[Tutor] Python structure advice ?
pythontut at pusspaws.net
Fri Dec 17 21:29:00 CET 2004
Sorry for the delay, real world work took me away ...
>>everything was global, ....how you guys handle a modern structured
>Don't worry this is one of the hardest bad habits to break.
>You are not alone. The easiest way is to just pass the data
>from function to function in the function parameters. Its not
>at all unusual for functions to have lots of parameters, "global"
>programmers tend to panic when they have more than a couple,
>but its not at all bad to have 5 or 6 - more than that gets
>unweildy I admit and is usually time to start thinking about
>classes and objects.
>>I have ended up with my application in several separate directories.
>Separate modules is good. Separate directories for anything
>other than big programs (say 20 or more files?) is more hassle
>than its worth. The files are better kept in a single directory
>IMHO. The exception being modules designed for reuse...
>It just makes life simpler!
Ive tried to be hyper organized and added my dirs in
This works OK but I sometimes have to search around a bit to find where
the modules are.
Probarby part of the problem is I tend to write lots of small modules,
debug them & then import them into one controlling script, It works OK
but I start to drown in files, eg my live_datad contains ...
exact_sleep.py garbage_collect.py gg ftsed.e3p html_strip.py
exact_sleep.pyc garbage_collect.pyc gg ftsed.e3s html_strip.pyc
When I get more experienced I will try & write fewer, bigger modules :-)
>>My problem is that pretty much all the modules need to fix where
>>are when they exit and pick up from that point later on,
>There are two "classic" approaches to this kind of problem:
>1) batch oriented - each step of the process produces its own
>output file or data structure and this gets picked up by the
>next stage. Tis usually involved processing data in chunks
>- writing the first dump after every 10th set of input say.
>This is a very efficient way of processing large chuinks of
>data and avoids any problems of synchronisation since the
>output chunks form the self contained input to the next step.
>And the input stage can run ahead of the processing or the
>processing aghead of the input. This is classic mainframe
>strategy, ideal for big volumes.
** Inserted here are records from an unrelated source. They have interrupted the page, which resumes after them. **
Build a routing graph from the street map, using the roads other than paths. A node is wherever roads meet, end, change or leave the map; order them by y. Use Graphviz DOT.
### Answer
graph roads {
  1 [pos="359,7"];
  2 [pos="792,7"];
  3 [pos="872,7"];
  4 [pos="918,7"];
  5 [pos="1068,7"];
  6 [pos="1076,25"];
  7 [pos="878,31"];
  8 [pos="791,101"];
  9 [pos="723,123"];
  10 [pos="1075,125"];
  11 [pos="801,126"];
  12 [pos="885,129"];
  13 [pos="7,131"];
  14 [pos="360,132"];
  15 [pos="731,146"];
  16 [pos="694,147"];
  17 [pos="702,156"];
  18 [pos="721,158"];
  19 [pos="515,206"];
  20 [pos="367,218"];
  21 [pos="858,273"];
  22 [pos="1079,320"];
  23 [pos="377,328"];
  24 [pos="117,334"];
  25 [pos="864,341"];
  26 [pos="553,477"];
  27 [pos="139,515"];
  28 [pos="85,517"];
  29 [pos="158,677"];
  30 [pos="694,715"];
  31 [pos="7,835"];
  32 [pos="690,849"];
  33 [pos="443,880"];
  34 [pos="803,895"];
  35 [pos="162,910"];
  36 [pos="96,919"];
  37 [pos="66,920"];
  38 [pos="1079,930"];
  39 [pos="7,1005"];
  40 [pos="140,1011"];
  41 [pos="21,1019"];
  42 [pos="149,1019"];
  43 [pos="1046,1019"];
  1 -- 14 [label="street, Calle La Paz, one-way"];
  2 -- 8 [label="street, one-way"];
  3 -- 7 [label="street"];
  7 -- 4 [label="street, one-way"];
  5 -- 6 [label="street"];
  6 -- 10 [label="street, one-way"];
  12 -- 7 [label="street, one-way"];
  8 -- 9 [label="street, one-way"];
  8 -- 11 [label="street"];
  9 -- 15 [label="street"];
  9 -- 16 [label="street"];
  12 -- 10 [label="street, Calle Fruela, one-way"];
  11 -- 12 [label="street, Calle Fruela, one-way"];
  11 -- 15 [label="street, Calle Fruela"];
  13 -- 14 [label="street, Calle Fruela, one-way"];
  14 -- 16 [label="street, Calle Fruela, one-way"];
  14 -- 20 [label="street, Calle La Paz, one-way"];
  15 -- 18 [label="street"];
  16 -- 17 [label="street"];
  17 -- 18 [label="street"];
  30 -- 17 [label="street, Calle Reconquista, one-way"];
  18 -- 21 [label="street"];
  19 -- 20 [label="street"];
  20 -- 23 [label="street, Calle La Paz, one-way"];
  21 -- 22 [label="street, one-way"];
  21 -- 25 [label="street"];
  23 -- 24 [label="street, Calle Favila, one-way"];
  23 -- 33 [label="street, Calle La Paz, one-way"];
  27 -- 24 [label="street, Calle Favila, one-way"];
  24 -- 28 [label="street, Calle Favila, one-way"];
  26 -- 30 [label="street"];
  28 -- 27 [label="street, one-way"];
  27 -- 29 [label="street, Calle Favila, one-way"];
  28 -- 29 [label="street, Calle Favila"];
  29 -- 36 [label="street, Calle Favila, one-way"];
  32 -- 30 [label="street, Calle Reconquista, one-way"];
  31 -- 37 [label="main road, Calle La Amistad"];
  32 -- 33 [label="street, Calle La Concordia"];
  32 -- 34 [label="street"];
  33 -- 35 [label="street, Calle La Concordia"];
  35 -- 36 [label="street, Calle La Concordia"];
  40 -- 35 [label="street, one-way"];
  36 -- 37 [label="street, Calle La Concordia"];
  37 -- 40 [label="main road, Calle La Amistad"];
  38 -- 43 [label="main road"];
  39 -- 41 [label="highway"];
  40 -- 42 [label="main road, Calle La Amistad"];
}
BUT it introduces delays
>in the end to end process time, its not instant.
I see your point, like a static chain, one calling the next & passing
data, the problem being that the links of the chain will need to
remember their previous state when called again, so their output is a
function of previous data + fresh data. I guess their state could be
written to a file, then re-read.
>2) Real time serial processing, typically constructs a
>processing chain in a single process. Has a separate thread
>reading the input data
Got that working live_datad ...
>and kicks off a separate processing
>thread (or process) for each bit of data received. Each
>thread then processes the data to completion and writes
> A third process or thread then assembles the
>outputs into a single report.
>This produces results quickly but can overload the computer
>if data starts to arrive so fast that the threads start to
>back up on each other. Also error handling is harder since
>with the batch job data errors can be fixed at the
>intermediate files but with this an error anywhere means
>that whole data processing chain will be broken with no way
>to fix it other than resubmitting the initial data.
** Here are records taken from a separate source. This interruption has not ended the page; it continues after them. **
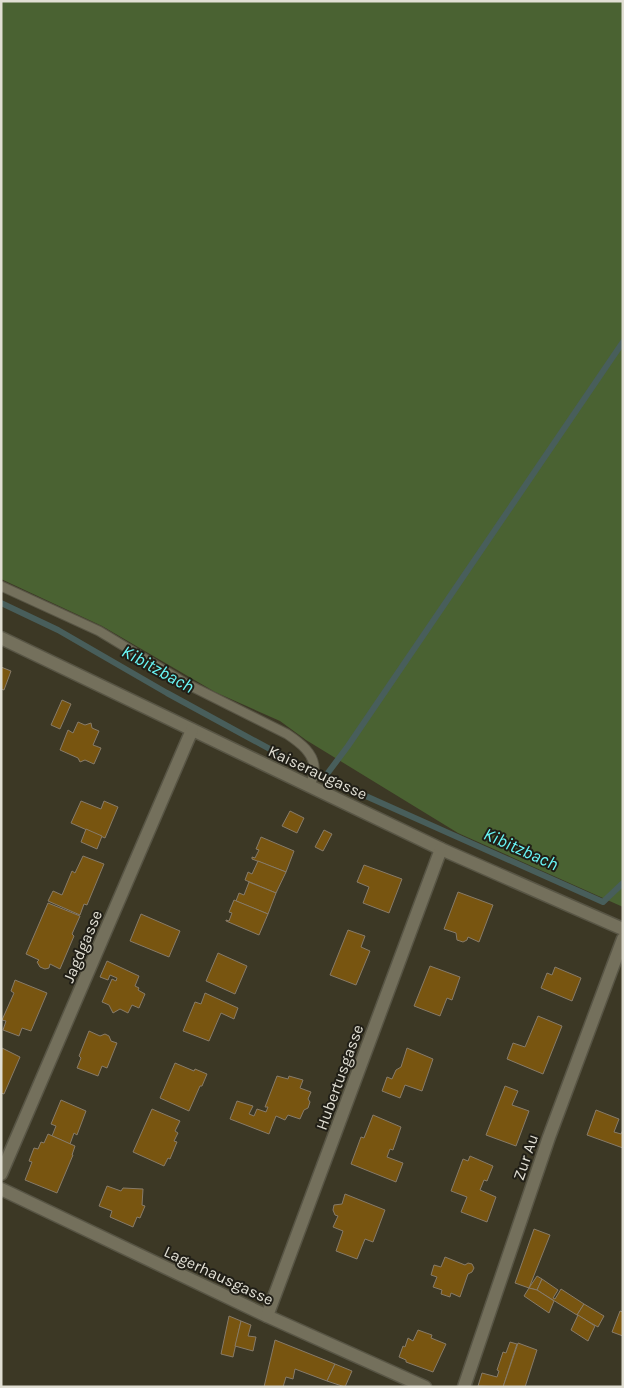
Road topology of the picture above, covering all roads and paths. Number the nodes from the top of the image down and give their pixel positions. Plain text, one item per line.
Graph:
1 (1, 586) edge
2 (1, 638) edge
3 (192, 730) junction
4 (310, 786) junction
5 (441, 849) junction
6 (623, 929) edge
7 (623, 939) edge
8 (1, 1174) edge
9 (1, 1189) edge
10 (267, 1316) junction
11 (425, 1387) edge
12 (464, 1387) edge

1 - 4 lane
2 - 3 street, Kaiseraugasse
3 - 4 street, Kaiseraugasse
3 - 8 street, Jagdgasse
4 - 5 street, Kaiseraugasse
5 - 6 street, Kaiseraugasse
5 - 10 street, Hubertusgasse
7 - 12 street, Zur Au
9 - 10 street, Lagerhausgasse
10 - 11 street, Lagerhausgasse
An interesting idea, I had not thought of this approach as an option
even with its stated drawbacks. Its given me an idea for some scripting
I have to do later on ...
>>With my code now running to a few hundred lines
>>(Don't laugh this is BIG for me :-D )
>Its big for me in Python, I've only writtenone program with
>more than a thousand lines of Python wheras I've written
>many C/C++ programs in ecess of 10,000 lines
Boy am I glad I chose to learn Python rather than C++, probarbly still
be at 'hello world' ;-)
>on several of more than a million lines. But few if any
>Python programs get to those sizes.